### What the task requires
Filter the data for lines with the word "Dump" and copy those lines.

### Supplied entries

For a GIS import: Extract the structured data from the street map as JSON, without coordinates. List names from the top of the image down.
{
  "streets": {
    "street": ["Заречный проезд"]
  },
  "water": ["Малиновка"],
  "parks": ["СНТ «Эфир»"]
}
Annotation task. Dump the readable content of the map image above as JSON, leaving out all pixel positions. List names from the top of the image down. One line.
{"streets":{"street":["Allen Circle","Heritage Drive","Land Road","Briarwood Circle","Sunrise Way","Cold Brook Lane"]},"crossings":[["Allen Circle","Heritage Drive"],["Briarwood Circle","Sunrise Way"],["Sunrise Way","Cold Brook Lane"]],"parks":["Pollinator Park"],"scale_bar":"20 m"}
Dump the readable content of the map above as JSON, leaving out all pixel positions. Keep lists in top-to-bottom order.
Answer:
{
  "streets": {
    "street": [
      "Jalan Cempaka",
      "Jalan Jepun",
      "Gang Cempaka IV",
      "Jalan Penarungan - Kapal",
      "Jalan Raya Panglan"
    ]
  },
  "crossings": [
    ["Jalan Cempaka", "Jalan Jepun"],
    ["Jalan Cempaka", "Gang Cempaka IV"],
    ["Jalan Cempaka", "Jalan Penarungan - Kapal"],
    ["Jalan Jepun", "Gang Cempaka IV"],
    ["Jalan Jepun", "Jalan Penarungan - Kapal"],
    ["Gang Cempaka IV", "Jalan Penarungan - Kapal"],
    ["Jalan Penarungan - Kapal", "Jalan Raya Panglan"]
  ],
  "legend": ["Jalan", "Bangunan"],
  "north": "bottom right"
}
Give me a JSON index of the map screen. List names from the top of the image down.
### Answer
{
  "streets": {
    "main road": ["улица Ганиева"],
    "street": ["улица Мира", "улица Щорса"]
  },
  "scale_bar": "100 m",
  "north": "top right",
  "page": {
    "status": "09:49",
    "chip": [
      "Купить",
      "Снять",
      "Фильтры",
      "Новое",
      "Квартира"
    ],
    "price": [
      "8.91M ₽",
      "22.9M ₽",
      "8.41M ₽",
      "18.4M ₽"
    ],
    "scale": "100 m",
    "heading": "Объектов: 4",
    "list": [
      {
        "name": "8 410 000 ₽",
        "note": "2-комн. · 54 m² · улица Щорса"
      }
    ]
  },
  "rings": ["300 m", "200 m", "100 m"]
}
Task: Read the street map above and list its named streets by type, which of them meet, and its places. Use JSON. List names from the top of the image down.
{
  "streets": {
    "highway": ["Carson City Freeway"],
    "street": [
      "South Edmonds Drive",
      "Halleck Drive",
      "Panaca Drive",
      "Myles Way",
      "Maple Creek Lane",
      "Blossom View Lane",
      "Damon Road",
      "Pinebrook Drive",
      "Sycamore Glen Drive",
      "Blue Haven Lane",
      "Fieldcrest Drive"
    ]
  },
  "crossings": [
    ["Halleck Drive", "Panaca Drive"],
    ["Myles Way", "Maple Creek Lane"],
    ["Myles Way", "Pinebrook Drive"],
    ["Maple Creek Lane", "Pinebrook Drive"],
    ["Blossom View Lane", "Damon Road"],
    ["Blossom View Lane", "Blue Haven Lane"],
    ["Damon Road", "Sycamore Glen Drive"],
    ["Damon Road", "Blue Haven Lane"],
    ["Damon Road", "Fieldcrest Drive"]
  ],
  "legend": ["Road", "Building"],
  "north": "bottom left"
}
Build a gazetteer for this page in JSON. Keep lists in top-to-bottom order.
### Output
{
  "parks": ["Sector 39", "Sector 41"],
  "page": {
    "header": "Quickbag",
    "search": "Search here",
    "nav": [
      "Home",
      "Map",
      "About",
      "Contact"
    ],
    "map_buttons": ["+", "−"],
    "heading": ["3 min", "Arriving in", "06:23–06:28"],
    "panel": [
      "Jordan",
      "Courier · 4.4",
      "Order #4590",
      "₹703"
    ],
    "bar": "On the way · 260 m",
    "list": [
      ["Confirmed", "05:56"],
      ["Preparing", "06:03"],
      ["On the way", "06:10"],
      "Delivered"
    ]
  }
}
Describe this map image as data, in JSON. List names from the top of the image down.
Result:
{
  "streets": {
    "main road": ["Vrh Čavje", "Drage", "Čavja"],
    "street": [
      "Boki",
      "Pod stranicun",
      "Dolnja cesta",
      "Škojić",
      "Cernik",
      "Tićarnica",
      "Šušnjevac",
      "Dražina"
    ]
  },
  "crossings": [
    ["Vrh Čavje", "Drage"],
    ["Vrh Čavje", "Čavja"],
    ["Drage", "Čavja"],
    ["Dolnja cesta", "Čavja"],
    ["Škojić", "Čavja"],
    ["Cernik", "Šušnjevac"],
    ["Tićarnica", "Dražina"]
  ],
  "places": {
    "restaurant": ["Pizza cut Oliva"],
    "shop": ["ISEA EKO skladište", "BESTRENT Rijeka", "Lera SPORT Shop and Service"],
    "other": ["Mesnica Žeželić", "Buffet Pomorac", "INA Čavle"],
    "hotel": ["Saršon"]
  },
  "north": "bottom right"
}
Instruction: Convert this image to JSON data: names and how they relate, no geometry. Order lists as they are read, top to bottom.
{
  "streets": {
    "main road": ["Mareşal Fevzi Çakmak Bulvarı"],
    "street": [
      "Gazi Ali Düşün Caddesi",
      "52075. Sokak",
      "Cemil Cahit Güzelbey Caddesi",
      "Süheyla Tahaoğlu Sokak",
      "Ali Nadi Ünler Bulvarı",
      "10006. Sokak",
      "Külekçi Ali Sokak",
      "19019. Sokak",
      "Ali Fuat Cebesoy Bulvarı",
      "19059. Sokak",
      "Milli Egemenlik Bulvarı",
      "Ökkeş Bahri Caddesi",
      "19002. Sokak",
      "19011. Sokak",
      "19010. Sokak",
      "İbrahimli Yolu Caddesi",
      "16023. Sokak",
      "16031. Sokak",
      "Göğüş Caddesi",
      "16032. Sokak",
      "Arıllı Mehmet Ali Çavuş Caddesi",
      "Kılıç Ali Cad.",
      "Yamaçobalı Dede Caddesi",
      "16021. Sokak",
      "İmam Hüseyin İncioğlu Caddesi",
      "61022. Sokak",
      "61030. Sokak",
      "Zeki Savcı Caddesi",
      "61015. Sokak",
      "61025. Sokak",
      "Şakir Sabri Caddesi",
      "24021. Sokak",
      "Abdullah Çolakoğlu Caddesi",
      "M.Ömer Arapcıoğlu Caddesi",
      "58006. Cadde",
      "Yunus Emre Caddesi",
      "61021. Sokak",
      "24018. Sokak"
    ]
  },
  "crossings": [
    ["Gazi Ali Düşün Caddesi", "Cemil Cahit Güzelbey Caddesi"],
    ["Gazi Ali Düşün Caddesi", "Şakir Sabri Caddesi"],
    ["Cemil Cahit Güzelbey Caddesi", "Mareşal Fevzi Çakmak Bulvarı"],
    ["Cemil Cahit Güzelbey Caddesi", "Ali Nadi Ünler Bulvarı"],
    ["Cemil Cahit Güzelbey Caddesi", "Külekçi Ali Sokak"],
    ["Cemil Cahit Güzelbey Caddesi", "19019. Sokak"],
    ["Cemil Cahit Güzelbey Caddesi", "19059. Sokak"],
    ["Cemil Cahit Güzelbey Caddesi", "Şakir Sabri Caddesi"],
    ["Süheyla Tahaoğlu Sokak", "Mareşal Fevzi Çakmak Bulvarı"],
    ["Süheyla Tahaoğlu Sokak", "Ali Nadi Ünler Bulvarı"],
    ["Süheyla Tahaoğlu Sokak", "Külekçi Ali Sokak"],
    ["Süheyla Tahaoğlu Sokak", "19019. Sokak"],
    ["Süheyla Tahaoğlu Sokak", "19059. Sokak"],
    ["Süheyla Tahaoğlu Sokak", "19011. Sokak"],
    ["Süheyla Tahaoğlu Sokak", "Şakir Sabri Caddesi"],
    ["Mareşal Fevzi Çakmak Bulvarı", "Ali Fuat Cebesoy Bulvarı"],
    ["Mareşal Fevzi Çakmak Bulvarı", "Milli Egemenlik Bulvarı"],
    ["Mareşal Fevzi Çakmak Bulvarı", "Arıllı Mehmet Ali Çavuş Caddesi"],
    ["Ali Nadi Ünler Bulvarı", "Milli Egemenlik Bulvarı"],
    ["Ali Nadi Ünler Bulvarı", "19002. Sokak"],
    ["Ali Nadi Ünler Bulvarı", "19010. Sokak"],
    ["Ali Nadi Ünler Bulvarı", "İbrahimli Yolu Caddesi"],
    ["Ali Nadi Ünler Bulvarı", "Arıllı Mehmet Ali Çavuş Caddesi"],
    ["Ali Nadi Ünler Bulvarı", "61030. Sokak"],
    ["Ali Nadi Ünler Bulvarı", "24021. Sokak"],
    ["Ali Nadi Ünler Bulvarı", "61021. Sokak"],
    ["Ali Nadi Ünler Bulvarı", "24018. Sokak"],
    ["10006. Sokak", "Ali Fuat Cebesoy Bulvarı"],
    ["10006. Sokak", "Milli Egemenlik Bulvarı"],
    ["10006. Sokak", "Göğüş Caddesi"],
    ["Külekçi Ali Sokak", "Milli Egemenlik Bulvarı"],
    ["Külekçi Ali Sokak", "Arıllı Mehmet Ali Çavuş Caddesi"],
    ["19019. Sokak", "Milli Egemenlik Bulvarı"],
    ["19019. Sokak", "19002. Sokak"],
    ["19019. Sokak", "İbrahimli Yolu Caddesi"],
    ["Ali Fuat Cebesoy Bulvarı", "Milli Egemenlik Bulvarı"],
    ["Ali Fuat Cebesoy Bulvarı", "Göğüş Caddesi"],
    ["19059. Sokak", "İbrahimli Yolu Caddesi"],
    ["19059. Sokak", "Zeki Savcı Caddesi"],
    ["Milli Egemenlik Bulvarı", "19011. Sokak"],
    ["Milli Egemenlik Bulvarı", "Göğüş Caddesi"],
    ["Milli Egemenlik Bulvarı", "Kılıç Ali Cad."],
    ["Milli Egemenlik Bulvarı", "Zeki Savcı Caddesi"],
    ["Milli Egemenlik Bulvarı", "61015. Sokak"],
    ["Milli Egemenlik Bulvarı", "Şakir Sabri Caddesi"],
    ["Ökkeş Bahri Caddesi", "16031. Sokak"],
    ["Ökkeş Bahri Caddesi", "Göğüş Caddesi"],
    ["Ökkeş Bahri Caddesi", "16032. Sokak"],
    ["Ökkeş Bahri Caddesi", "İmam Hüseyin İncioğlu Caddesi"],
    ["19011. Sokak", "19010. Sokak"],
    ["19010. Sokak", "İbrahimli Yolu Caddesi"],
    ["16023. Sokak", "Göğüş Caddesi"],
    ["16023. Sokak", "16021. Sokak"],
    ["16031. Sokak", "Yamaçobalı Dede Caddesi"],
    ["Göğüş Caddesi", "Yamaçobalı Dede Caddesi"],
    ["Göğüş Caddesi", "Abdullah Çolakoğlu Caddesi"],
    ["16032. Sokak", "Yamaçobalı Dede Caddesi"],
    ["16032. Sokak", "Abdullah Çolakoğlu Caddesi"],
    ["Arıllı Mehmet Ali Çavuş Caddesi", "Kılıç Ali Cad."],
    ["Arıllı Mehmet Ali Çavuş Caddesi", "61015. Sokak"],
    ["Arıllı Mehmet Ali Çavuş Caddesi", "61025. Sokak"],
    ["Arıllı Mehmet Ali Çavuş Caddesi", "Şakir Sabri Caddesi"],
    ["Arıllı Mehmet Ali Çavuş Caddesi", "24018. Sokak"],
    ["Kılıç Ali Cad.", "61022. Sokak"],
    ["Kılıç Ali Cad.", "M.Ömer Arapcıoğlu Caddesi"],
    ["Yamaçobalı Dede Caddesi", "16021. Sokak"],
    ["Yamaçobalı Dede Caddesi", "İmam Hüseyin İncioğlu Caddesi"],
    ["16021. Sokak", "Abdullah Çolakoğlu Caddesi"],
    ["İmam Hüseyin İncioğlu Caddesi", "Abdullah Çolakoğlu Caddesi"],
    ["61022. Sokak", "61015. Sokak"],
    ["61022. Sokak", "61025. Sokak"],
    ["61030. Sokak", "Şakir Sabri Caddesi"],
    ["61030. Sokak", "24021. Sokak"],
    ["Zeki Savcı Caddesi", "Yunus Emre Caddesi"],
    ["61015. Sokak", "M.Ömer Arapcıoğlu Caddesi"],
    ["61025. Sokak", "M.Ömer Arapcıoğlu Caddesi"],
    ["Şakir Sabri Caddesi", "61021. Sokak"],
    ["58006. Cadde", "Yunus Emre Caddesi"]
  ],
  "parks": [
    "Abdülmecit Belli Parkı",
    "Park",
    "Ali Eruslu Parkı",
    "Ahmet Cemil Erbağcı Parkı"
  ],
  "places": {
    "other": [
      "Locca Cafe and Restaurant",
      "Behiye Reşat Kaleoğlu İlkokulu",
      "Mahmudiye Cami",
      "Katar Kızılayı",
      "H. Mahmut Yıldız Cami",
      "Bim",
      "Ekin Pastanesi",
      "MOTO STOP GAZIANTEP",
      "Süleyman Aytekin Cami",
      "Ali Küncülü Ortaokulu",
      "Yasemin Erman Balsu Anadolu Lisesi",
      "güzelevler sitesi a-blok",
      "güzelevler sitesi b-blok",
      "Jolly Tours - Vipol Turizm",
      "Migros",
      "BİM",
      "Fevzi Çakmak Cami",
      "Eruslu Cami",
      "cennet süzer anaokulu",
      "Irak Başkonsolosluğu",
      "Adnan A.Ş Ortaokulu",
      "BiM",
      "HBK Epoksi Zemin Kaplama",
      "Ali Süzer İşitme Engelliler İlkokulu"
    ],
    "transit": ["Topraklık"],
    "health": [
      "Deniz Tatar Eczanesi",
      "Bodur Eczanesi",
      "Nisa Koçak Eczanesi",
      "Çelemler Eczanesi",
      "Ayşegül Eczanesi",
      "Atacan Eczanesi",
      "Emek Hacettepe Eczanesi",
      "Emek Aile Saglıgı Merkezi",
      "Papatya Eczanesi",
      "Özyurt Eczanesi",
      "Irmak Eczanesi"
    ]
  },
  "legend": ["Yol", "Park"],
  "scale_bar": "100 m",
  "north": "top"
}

### Response below
Annotation task. Dump the readable content of the map image above as JSON, leaving out all pixel positions. List names from the top of the image down. One line.
Dump the readable content of the map above as JSON, leaving out all pixel positions. Keep lists in top-to-bottom order.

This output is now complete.